Infighting in Punjab AAP over leadership issue

Phoolka’s candidature leads to protest

June 01, 2014 12:10 am | Updated October 18, 2016 01:13 pm IST - Chandigarh:

H.S. Phoolka.

H.S. Phoolka.

Divisions have surfaced in the Aam Admi Party’s Punjab unit after the announcement of senior Supreme Court lawyer H.S. Phoolka, who was the party’s candidate from Ludhiana, as the State convener. Nine other candidates who contested the recent Lok Sabha elections went to Delhi to protest before the central leadership.

Mr Phoolka’s name was announced by a group led by Harjot Singh Bains, who were part of the old executive committee, after meeting Mr. Kejriwal earlier this week. The rest of the party workers and some Lok Sabha candidates objected, saying the selection was undemocratic and they had not been consulted.

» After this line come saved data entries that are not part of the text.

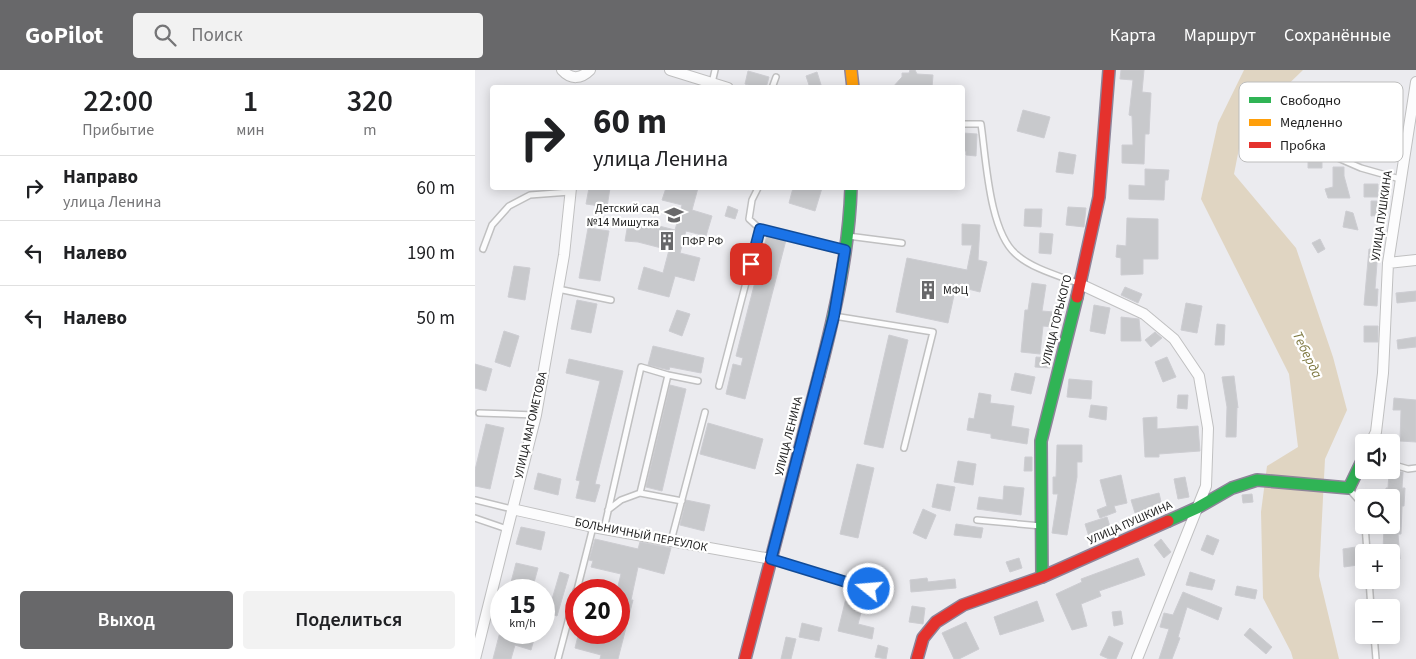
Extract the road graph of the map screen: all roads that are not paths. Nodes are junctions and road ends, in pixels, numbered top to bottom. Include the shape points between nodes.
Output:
1 (562, 70) edge
2 (590, 70) edge
3 (670, 70) edge
4 (715, 70) edge
5 (851, 70) edge
6 (1109, 70) edge
7 (776, 77) dead end
8 (578, 82) edge
9 (1416, 82) edge
10 (712, 83) junction
11 (718, 85) edge
12 (773, 85) edge
13 (853, 85) edge
14 (965, 124) edge
15 (1403, 161) edge
16 (1347, 162) edge
17 (1403, 162) edge
18 (1400, 179) junction
19 (570, 190) edge
20 (757, 190) edge
21 (851, 190) edge
22 (760, 229) junction
23 (847, 236) junction
24 (902, 243) dead end
25 (483, 249) dead end
26 (845, 250) junction
27 (1416, 260) edge
28 (1388, 263) junction
29 (1080, 284) junction
30 (558, 289) junction
31 (611, 300) dead end
32 (834, 316) junction
33 (668, 375) junction
34 (698, 382) dead end
35 (719, 386) dead end
36 (705, 412) dead end
37 (479, 413) dead end
38 (536, 416) junction
39 (1375, 434) edge
40 (904, 448) dead end
41 (1400, 467) edge
42 (1416, 468) edge
43 (1355, 476) edge
44 (1349, 488) junction
45 (640, 493) junction
46 (1355, 495) edge
47 (475, 500) edge
48 (682, 501) junction
49 (1197, 508) junction
50 (512, 509) junction
51 (608, 510) junction
52 (475, 518) edge
53 (977, 520) dead end
54 (1042, 526) junction
55 (593, 527) junction
56 (604, 529) junction
57 (508, 530) junction
58 (671, 541) junction
59 (771, 559) junction
60 (1042, 577) junction
61 (579, 579) edge
62 (869, 589) dead end
63 (565, 633) edge
64 (1374, 644) edge
65 (475, 659) edge
66 (558, 659) edge
67 (745, 659) edge
68 (917, 659) edge
69 (1137, 659) edge
70 (1375, 659) edge

1 - 8 street
2 - 8 street
3 - 10 street
4 - 10 lane
5 - 13 street
6 - 29 street, УЛИЦА ГОРЬКОГО via 1099,197
7 - 12 lane
9 - 15 street, УЛИЦА ПУШКИНА
10 - 11 street
14 - 29 lane via 981,124 993,208 1003,238 1016,255
16 - 18 lane
17 - 18 street, УЛИЦА ПУШКИНА
18 - 28 street, УЛИЦА ПУШКИНА
19 - 25 lane via 530,195 509,206 492,225
19 - 30 street, УЛИЦА МАГОМЕТОВА
20 - 22 lane via 749,219
21 - 23 street, УЛИЦА ЛЕНИНА
22 - 26 lane
22 - 35 lane
23 - 24 lane
23 - 26 street, УЛИЦА ЛЕНИНА
26 - 32 street, УЛИЦА ЛЕНИНА
27 - 28 street
28 - 39 street, УЛИЦА ПУШКИНА via 1383,373
29 - 49 street via 1144,314 1174,339 1199,376 1208,428 1207,486
29 - 54 street, УЛИЦА ГОРЬКОГО via 1041,441
30 - 31 lane
30 - 38 street, УЛИЦА МАГОМЕТОВА
32 - 40 lane via 933,332
32 - 59 street, УЛИЦА ЛЕНИНА
33 - 34 lane
33 - 45 lane
33 - 51 lane via 641,367
36 - 48 lane
37 - 38 lane
38 - 50 street, УЛИЦА МАГОМЕТОВА
41 - 42 lane
43 - 44 street
44 - 46 lane
44 - 49 street, УЛИЦА ПУШКИНА via 1257,480 1232,488
45 - 48 lane
45 - 51 lane via 621,500
47 - 50 lane
48 - 58 lane
49 - 60 street, УЛИЦА ПУШКИНА
49 - 69 street
50 - 55 street, БОЛЬНИЧНЫЙ ПЕРЕУЛОК
50 - 57 street, УЛИЦА МАГОМЕТОВА
51 - 56 lane
52 - 57 lane
53 - 54 lane
54 - 60 street, УЛИЦА ГОРЬКОГО
55 - 56 street, БОЛЬНИЧНЫЙ ПЕРЕУЛОК
55 - 61 lane
56 - 58 street, БОЛЬНИЧНЫЙ ПЕРЕУЛОК
57 - 65 street, УЛИЦА МАГОМЕТОВА
58 - 59 street, БОЛЬНИЧНЫЙ ПЕРЕУЛОК
59 - 62 lane
59 - 67 street, УЛИЦА ЛЕНИНА
60 - 68 street, УЛИЦА ПУШКИНА via 963,605 936,622 923,638
63 - 66 lane
64 - 70 lane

Party sources told The Hindu that following Mr. Kejriwal’s meeting with candidates and two newly elected MPs — Bhagwant Mann and Dharamvir Gandhi — on Friday evening, it has been decided that senior leader Manish Sisodia will visit Punjab in the first week of June to hold fresh elections/consultations with all the new as well as old workers and form a new State unit.

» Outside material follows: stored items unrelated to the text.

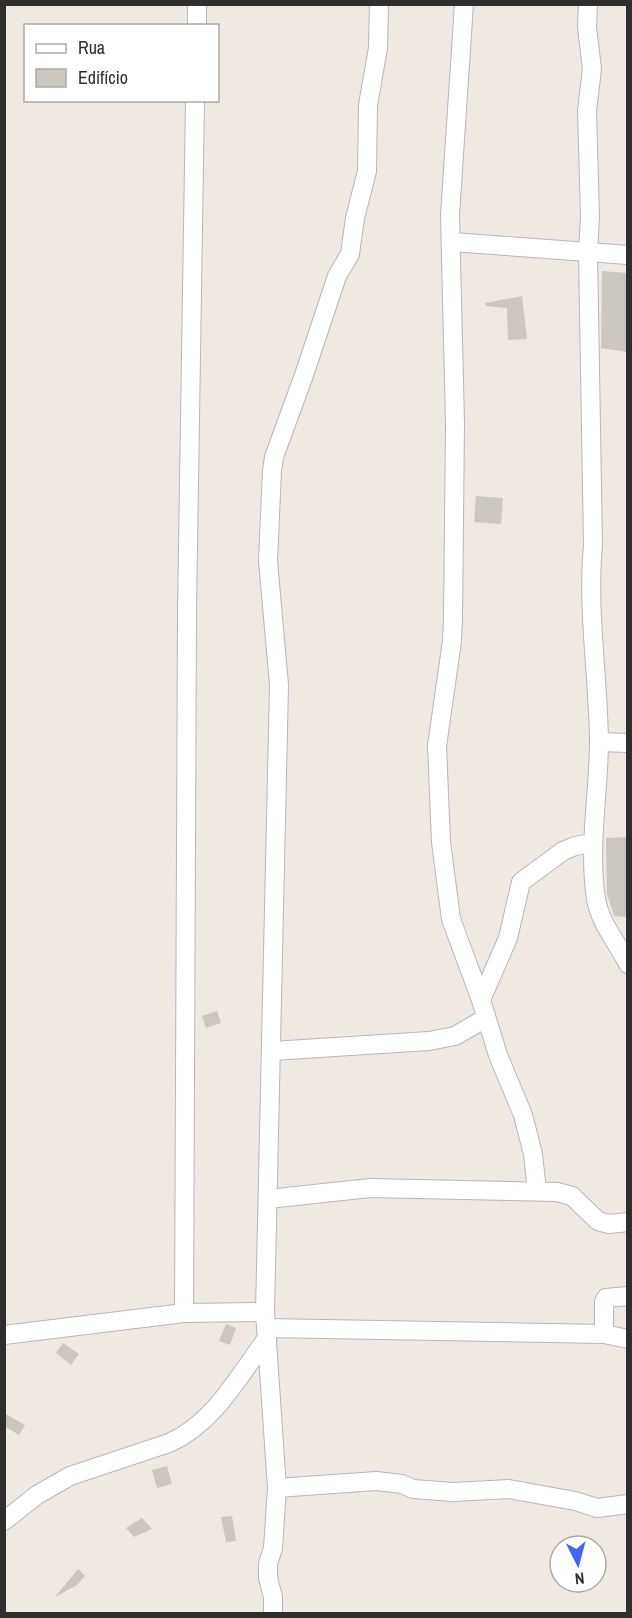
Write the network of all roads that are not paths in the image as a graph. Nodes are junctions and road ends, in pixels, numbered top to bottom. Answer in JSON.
{"nodes":[{"id":1,"x":197,"y":4,"type":"edge"},
{"id":2,"x":380,"y":4,"type":"edge"},
{"id":3,"x":464,"y":4,"type":"edge"},
{"id":4,"x":588,"y":4,"type":"edge"},
{"id":5,"x":197,"y":24,"type":"edge"},
{"id":6,"x":195,"y":102,"type":"edge"},
{"id":7,"x":452,"y":242,"type":"junction"},
{"id":8,"x":588,"y":252,"type":"junction"},
{"id":9,"x":627,"y":255,"type":"edge"},
{"id":10,"x":599,"y":742,"type":"junction"},
{"id":11,"x":627,"y":743,"type":"edge"},
{"id":12,"x":593,"y":843,"type":"junction"},
{"id":13,"x":627,"y":964,"type":"edge"},
{"id":14,"x":482,"y":1000,"type":"junction"},
{"id":15,"x":486,"y":1018,"type":"junction"},
{"id":16,"x":272,"y":1052,"type":"junction"},
{"id":17,"x":537,"y":1191,"type":"junction"},
{"id":18,"x":268,"y":1199,"type":"junction"},
{"id":19,"x":627,"y":1222,"type":"edge"},
{"id":20,"x":627,"y":1296,"type":"edge"},
{"id":21,"x":184,"y":1314,"type":"junction"},
{"id":22,"x":266,"y":1326,"type":"junction"},
{"id":23,"x":604,"y":1334,"type":"junction"},
{"id":24,"x":4,"y":1335,"type":"edge"},
{"id":25,"x":627,"y":1339,"type":"edge"},
{"id":26,"x":277,"y":1488,"type":"junction"},
{"id":27,"x":627,"y":1504,"type":"edge"},
{"id":28,"x":4,"y":1521,"type":"edge"},
{"id":29,"x":273,"y":1614,"type":"edge"}],
"edges":[{"from":1,"to":5,"type":"street"},
{"from":2,"to":16,"type":"street"},
{"from":3,"to":7,"type":"street"},
{"from":4,"to":8,"type":"street"},
{"from":6,"to":21,"type":"street"},
{"from":7,"to":8,"type":"street"},
{"from":7,"to":14,"type":"street"},
{"from":8,"to":9,"type":"street"},
{"from":8,"to":10,"type":"street"},
{"from":10,"to":11,"type":"street"},
{"from":10,"to":12,"type":"street"},
{"from":12,"to":13,"type":"street"},
{"from":12,"to":14,"type":"street"},
{"from":14,"to":15,"type":"street"},
{"from":15,"to":16,"type":"street"},
{"from":15,"to":17,"type":"street"},
{"from":16,"to":18,"type":"street"},
{"from":17,"to":18,"type":"street"},
{"from":17,"to":19,"type":"street"},
{"from":18,"to":22,"type":"street"},
{"from":20,"to":23,"type":"street"},
{"from":21,"to":22,"type":"street"},
{"from":21,"to":24,"type":"street"},
{"from":22,"to":23,"type":"street"},
{"from":22,"to":26,"type":"street"},
{"from":22,"to":28,"type":"street"},
{"from":23,"to":25,"type":"street"},
{"from":26,"to":27,"type":"street"},
{"from":26,"to":29,"type":"street"}]}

“The old executive panel had in any case become defunct because it was superseded by a campaign committee and then a screening committee to select candidates. Besides many of the people in the old panel did not campaign actively during the elections and it was a whole lot of new volunteers who joined hands to ensure the victory of four candidates from Punjab,” the sources said. These people must be accommodated and given responsibilities, so that the party could build on the support that it received in the elections, they added.

Having polled 25 per cent of the votes in the elections without a formal structure in the State, the AAP is acutely conscious that if it has to move forward and establish itself as a political force in the State, it will have to establish a proper structure down to the district level. It is clear that the old system of nominating office bearers informally will give way to a more democratic system and those who rushed to Delhi say that their grouse is not so much with Mr. Phoolka’s candidature as with the undemocratic manner in which his name was announced.